Activity: Within the records below, find each line that holds the string "stream", then copy it.
--------------------------------------------------
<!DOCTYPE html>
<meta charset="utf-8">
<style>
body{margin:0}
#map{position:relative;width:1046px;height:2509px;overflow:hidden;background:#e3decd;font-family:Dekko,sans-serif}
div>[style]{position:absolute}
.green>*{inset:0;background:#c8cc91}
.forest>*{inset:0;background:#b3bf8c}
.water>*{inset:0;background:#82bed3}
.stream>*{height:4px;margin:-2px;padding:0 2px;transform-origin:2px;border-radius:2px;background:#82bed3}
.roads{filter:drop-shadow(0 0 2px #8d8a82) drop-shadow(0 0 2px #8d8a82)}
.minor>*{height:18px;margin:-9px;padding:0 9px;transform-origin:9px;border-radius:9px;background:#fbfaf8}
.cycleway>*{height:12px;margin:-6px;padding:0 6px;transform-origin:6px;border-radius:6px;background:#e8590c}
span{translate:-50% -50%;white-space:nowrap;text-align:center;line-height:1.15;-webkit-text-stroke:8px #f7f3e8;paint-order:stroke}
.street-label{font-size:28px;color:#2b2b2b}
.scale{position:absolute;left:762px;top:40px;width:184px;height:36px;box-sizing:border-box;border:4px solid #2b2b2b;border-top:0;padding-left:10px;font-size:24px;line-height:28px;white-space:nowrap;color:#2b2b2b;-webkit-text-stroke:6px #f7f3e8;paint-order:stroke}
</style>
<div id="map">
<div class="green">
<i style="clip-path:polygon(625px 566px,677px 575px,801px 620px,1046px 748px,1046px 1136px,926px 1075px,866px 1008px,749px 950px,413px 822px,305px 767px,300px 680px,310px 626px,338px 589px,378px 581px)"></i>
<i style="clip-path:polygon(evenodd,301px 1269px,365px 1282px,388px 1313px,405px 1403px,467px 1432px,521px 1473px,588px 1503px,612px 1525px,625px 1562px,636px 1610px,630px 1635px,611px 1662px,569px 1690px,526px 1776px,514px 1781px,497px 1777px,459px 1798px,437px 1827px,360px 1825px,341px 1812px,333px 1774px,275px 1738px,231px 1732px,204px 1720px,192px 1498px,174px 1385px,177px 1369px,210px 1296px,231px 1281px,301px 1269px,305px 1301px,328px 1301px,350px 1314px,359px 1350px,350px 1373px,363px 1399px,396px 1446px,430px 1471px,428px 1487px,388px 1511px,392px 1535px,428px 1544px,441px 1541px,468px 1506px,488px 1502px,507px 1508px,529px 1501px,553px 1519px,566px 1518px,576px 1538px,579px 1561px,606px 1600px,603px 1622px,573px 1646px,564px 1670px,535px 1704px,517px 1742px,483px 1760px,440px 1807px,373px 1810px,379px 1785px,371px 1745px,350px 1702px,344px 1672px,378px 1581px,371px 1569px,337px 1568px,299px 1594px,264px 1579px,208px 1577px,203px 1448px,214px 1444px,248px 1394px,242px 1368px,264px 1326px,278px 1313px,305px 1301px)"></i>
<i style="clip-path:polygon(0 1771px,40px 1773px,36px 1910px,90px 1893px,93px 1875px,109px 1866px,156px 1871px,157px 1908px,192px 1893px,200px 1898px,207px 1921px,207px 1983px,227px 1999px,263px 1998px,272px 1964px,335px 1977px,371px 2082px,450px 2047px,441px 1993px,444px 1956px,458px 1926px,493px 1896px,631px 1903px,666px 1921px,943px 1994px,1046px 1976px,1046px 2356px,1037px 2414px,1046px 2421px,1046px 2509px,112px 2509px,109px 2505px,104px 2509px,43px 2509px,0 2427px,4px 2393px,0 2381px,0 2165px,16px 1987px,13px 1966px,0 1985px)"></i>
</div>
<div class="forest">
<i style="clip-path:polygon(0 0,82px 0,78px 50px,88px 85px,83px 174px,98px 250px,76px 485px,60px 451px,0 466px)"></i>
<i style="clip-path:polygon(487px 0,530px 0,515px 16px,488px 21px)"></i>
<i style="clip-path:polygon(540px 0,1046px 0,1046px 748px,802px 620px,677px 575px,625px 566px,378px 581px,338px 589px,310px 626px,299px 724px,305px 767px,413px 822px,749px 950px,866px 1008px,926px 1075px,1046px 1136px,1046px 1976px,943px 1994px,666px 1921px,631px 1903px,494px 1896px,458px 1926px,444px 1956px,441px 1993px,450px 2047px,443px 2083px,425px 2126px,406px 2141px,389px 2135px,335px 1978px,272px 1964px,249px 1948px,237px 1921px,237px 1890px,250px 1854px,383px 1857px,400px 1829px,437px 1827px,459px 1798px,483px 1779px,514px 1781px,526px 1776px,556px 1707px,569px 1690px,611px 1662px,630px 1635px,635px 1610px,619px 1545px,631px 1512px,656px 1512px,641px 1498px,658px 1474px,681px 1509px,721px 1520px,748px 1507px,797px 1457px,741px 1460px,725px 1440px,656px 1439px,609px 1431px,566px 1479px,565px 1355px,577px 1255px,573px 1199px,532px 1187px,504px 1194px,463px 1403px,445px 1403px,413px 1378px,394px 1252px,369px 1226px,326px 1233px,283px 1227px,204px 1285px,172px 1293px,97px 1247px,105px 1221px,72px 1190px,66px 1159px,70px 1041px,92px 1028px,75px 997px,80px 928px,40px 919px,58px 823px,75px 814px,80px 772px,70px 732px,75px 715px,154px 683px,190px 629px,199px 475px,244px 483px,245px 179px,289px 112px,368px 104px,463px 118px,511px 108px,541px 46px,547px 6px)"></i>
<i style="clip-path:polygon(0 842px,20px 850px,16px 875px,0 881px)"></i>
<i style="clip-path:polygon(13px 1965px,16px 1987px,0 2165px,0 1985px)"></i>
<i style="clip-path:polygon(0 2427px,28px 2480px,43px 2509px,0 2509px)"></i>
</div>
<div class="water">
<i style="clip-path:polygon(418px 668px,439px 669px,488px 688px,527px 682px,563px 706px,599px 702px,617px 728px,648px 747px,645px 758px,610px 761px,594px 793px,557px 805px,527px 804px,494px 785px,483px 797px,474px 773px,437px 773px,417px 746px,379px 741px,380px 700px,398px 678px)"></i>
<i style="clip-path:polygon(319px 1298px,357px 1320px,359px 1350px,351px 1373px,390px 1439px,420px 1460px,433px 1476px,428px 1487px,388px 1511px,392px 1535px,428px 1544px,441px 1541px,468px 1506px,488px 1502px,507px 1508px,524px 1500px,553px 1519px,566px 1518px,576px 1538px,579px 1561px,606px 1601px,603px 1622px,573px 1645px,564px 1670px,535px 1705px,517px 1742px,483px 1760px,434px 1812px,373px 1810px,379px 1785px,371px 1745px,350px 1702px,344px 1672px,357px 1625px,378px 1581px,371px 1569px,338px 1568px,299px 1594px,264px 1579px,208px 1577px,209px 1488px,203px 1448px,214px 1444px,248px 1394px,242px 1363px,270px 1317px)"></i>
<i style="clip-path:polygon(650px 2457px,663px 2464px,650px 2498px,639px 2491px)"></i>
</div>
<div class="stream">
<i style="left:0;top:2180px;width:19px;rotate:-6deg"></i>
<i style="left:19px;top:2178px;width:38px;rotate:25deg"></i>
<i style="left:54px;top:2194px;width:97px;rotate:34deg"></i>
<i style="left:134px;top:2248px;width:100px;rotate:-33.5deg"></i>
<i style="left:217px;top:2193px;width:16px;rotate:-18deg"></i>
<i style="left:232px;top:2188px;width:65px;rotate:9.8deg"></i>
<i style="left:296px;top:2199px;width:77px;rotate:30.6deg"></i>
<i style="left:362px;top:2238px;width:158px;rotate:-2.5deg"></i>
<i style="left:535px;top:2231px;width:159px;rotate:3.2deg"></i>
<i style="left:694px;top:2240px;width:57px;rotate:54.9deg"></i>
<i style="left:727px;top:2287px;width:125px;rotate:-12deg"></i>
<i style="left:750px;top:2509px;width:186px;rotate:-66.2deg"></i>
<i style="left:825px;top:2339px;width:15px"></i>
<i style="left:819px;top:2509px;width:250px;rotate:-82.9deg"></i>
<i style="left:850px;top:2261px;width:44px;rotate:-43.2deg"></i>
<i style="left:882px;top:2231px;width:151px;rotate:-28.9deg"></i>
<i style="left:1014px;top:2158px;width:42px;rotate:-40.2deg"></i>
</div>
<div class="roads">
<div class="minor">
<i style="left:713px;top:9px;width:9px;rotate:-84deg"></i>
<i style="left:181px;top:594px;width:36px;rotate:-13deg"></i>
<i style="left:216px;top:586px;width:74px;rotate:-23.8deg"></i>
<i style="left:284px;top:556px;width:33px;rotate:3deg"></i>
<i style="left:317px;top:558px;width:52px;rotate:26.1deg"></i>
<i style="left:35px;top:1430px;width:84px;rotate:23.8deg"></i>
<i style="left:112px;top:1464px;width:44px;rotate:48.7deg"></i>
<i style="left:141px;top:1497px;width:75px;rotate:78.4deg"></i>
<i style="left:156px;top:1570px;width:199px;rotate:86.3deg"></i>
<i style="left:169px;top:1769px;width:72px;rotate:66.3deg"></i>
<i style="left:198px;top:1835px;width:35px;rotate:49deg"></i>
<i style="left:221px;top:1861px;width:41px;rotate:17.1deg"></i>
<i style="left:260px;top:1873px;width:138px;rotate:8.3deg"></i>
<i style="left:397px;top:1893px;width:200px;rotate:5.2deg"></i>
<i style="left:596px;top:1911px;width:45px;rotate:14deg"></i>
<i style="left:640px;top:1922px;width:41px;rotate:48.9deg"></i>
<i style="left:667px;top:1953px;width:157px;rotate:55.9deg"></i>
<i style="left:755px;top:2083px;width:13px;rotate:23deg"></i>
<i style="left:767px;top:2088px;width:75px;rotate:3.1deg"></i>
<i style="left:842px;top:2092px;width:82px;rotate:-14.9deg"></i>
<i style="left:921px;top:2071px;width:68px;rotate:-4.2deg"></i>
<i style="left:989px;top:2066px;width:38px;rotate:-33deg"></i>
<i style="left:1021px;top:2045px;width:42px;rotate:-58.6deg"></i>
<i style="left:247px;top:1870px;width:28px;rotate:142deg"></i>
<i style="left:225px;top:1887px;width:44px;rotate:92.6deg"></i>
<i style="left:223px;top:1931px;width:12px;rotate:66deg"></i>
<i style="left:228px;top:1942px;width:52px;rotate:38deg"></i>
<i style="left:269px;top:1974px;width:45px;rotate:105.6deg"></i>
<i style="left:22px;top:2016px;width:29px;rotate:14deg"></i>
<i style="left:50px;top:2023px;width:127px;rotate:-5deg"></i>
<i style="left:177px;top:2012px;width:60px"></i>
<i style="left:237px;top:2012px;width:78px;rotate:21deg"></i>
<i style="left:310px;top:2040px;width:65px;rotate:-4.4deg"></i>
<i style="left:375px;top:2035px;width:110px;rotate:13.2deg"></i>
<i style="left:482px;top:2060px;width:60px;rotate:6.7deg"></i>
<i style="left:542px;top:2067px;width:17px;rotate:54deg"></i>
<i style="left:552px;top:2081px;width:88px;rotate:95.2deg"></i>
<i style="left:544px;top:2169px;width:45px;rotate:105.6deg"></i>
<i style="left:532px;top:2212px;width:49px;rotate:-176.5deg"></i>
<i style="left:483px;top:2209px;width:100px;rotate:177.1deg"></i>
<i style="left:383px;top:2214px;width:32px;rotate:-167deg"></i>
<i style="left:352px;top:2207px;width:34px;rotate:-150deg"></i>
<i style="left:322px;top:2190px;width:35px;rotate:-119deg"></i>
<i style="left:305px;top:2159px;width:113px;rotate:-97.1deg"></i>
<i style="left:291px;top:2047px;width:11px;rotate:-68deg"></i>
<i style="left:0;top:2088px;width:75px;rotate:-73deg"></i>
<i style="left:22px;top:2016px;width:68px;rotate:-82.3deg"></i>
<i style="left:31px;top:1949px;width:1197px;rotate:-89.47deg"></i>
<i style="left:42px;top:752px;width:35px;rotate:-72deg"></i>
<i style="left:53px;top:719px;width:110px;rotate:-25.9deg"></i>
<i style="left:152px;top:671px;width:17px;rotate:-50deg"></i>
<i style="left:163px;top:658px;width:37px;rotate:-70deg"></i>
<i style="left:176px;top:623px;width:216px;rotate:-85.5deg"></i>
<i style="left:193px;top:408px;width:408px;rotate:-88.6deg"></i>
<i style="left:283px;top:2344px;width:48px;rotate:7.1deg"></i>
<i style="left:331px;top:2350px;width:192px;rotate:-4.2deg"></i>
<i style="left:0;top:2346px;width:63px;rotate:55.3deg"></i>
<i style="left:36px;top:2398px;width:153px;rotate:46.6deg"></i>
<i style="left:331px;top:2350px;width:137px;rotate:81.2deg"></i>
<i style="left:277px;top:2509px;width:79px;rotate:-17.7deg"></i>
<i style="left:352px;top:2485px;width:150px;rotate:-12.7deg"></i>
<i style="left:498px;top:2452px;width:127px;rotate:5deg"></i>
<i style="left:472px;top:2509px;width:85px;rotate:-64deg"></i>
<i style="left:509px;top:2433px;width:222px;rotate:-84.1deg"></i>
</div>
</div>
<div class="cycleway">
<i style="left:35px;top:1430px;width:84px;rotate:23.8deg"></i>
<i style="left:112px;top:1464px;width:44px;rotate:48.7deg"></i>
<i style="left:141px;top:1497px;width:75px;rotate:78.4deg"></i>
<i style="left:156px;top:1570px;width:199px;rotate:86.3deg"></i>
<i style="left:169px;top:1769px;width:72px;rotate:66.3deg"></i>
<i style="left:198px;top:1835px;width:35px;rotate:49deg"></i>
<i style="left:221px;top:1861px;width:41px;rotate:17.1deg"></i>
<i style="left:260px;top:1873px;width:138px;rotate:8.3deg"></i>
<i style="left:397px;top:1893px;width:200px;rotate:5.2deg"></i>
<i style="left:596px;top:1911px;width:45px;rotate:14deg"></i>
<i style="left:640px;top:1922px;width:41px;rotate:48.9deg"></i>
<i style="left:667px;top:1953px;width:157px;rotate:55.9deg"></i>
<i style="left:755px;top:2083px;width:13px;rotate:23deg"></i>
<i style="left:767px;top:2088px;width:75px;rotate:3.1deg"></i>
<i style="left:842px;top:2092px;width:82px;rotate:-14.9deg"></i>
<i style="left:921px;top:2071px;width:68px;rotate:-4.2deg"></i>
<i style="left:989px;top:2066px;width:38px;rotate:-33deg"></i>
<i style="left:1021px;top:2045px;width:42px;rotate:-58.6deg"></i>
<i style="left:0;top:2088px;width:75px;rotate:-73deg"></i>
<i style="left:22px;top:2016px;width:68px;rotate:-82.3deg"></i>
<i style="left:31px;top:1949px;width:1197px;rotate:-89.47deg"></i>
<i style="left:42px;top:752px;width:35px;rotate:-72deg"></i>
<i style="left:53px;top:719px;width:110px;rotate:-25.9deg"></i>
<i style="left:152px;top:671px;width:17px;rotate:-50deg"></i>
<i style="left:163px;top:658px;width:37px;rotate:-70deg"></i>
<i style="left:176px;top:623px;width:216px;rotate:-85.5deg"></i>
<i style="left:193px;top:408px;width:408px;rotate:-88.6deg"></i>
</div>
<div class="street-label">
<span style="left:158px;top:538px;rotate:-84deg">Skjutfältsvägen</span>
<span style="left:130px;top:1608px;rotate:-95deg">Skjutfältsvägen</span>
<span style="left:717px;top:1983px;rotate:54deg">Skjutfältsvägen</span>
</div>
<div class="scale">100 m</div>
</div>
--------------------------------------------------
Task solution:
.stream>*{height:4px;margin:-2px;padding:0 2px;transform-origin:2px;border-radius:2px;background:#82bed3}
<div class="stream">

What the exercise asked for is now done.